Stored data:
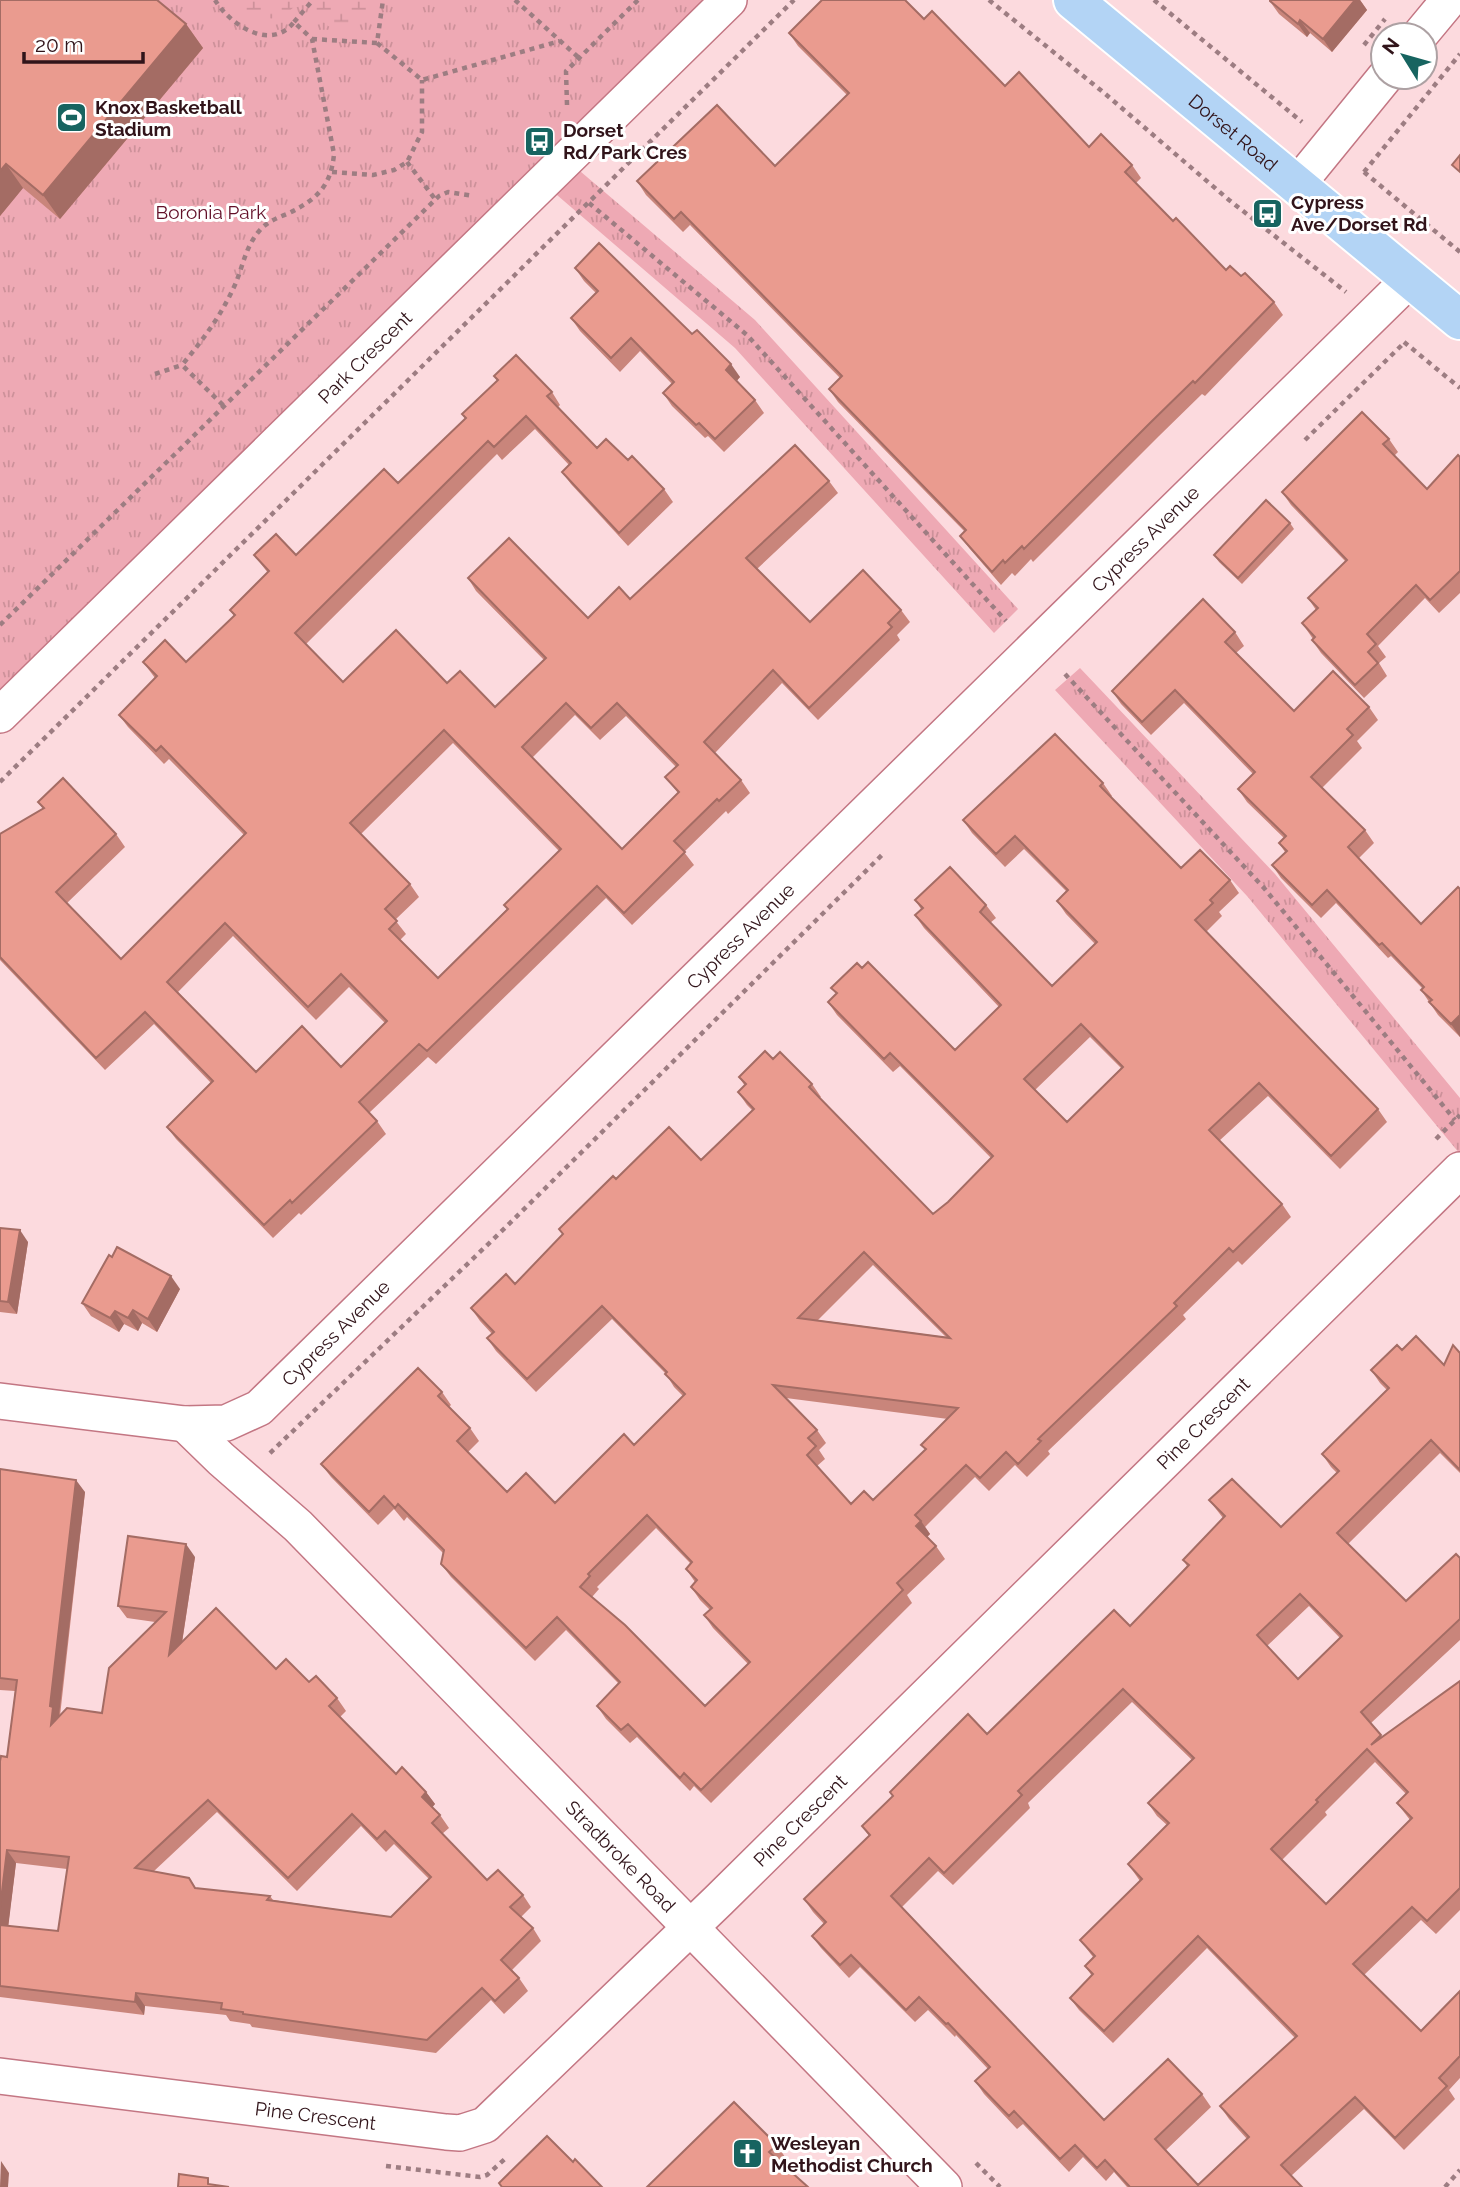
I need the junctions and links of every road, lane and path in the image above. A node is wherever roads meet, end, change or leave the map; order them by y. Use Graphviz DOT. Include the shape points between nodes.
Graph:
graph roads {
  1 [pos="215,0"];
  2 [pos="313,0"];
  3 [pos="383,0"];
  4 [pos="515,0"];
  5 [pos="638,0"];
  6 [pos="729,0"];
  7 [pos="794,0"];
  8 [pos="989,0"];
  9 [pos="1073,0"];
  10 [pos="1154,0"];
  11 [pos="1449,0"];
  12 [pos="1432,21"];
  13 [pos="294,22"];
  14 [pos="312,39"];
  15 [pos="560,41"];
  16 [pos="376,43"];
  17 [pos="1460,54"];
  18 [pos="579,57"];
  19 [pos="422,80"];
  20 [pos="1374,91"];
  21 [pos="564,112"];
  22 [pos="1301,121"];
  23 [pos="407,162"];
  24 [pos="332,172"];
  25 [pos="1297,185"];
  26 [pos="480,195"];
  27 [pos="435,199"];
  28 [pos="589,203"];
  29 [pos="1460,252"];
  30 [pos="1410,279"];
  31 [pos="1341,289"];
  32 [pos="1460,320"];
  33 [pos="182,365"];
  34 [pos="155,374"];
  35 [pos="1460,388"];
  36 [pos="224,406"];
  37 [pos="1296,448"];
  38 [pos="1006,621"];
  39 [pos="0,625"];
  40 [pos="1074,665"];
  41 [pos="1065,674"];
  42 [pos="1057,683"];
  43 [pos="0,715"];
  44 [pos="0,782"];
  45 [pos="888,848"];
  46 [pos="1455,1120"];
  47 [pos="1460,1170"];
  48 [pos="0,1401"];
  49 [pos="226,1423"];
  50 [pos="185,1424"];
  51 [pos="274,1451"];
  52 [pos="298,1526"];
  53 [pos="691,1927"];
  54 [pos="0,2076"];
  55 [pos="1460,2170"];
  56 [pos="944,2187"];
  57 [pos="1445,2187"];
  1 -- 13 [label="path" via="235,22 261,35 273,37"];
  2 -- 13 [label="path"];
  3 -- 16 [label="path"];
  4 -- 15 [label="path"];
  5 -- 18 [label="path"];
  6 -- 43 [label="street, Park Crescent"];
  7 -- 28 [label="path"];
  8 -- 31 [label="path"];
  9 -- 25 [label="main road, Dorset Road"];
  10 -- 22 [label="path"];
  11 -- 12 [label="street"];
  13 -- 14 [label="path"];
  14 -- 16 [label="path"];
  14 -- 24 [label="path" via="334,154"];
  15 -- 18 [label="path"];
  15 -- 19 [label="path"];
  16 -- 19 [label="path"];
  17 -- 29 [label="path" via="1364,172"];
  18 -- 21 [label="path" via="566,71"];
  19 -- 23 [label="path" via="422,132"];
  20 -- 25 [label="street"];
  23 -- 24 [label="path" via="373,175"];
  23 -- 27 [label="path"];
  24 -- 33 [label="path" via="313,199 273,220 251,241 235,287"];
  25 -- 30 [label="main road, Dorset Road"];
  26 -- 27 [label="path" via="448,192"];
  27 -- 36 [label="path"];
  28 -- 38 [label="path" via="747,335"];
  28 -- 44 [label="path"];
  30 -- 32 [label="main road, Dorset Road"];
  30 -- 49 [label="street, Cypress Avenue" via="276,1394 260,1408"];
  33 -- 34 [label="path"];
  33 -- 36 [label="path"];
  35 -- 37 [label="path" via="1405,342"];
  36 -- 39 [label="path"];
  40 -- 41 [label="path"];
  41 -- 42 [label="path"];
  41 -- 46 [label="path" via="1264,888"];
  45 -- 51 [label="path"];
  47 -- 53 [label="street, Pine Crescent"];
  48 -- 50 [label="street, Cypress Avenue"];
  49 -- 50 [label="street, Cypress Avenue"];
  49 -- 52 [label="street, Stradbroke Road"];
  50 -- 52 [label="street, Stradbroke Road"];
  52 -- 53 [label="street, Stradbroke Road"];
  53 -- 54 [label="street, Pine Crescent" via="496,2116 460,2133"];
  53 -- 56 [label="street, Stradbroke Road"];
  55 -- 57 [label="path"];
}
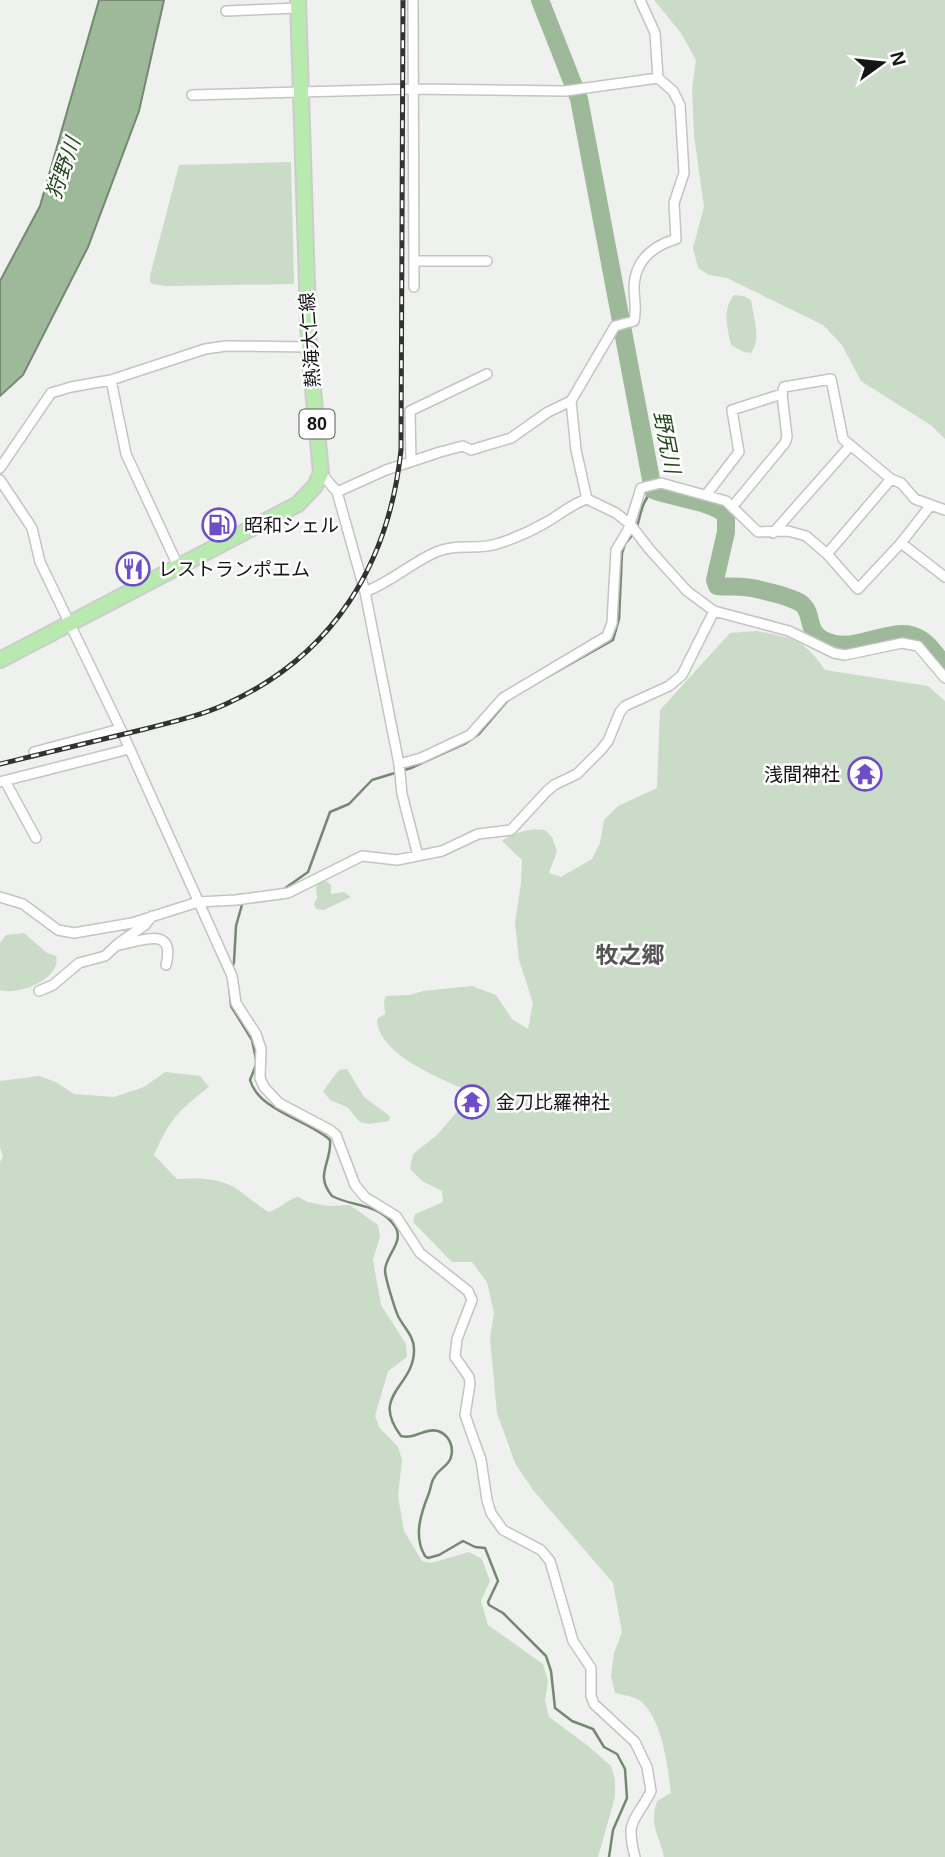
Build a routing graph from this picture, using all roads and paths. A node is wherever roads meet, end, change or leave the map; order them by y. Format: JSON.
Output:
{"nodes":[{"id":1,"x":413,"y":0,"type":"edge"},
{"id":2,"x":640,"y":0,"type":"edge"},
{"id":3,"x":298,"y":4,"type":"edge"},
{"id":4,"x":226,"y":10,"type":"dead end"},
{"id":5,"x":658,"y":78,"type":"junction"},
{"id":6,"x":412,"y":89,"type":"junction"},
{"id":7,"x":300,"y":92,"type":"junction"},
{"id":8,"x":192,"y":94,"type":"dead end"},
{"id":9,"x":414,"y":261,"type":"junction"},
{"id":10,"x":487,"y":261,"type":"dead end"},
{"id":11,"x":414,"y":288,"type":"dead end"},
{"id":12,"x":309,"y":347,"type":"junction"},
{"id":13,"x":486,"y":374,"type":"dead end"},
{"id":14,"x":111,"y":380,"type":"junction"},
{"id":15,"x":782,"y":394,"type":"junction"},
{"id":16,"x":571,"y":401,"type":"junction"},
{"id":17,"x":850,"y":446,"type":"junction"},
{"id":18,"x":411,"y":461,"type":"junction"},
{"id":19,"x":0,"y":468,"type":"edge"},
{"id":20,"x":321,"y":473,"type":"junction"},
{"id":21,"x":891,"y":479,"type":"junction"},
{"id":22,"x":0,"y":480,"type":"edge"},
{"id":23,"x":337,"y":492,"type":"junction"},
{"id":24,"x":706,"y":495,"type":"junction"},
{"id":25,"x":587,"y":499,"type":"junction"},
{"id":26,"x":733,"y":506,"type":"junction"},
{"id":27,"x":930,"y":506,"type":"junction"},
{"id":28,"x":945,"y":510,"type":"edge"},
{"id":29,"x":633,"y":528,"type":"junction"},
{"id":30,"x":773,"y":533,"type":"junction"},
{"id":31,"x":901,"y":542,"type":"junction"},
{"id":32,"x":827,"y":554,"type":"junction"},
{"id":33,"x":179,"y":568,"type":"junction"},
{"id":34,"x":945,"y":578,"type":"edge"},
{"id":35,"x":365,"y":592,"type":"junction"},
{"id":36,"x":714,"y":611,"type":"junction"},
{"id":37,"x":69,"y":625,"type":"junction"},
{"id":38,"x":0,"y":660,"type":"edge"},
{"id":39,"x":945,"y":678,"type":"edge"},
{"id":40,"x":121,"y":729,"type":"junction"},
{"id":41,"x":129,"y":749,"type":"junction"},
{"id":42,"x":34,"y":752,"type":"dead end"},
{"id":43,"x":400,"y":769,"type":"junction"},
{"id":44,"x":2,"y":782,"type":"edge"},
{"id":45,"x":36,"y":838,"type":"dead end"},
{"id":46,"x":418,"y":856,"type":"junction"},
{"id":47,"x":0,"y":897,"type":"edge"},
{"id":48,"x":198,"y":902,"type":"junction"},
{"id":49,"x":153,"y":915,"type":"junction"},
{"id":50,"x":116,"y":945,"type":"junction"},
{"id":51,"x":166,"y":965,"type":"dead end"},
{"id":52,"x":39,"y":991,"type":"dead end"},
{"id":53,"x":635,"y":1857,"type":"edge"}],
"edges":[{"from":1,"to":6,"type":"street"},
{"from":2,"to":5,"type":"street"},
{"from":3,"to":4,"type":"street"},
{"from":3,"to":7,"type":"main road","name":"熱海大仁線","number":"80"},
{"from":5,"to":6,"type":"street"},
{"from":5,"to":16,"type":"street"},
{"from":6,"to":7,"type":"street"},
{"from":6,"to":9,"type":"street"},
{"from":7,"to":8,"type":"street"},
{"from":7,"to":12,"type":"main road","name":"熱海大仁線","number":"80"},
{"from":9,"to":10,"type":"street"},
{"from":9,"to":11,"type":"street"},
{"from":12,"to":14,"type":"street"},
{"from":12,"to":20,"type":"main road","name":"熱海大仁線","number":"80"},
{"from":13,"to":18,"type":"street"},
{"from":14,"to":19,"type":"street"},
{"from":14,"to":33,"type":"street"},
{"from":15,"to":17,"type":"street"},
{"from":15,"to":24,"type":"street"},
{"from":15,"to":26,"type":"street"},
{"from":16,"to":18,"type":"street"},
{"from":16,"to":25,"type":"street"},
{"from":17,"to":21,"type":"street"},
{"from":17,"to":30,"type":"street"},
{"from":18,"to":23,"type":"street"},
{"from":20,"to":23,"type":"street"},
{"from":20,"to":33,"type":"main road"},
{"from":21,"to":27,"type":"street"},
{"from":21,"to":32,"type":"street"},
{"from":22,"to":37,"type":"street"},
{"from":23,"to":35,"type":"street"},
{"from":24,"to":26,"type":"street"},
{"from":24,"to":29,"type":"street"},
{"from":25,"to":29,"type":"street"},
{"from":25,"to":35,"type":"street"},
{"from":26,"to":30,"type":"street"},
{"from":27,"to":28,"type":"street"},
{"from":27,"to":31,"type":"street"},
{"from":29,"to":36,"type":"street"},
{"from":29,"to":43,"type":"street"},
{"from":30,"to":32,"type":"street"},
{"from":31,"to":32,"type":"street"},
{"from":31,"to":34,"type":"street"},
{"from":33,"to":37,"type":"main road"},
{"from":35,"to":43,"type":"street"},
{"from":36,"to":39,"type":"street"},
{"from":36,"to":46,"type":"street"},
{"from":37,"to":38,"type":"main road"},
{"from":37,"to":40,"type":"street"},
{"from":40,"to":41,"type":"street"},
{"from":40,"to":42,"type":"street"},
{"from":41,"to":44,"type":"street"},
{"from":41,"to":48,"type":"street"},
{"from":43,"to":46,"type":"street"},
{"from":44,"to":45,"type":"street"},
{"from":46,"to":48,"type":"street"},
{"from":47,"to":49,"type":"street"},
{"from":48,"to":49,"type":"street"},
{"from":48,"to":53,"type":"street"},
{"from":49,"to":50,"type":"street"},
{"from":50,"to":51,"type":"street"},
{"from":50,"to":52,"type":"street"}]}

INSTRUCTIONS TO FOLLOW: Pull out every line in the data above that has the word "order".

SOLUTION TO THIS PROBLEM:
I need the junctions and links of every road, lane and path in the image above. A node is wherever roads meet, end, change or leave the map; order them by y. Use Graphviz DOT. Include the shape points between nodes.
Build a routing graph from this picture, using all roads and paths. A node is wherever roads meet, end, change or leave the map; order them by y. Format: JSON.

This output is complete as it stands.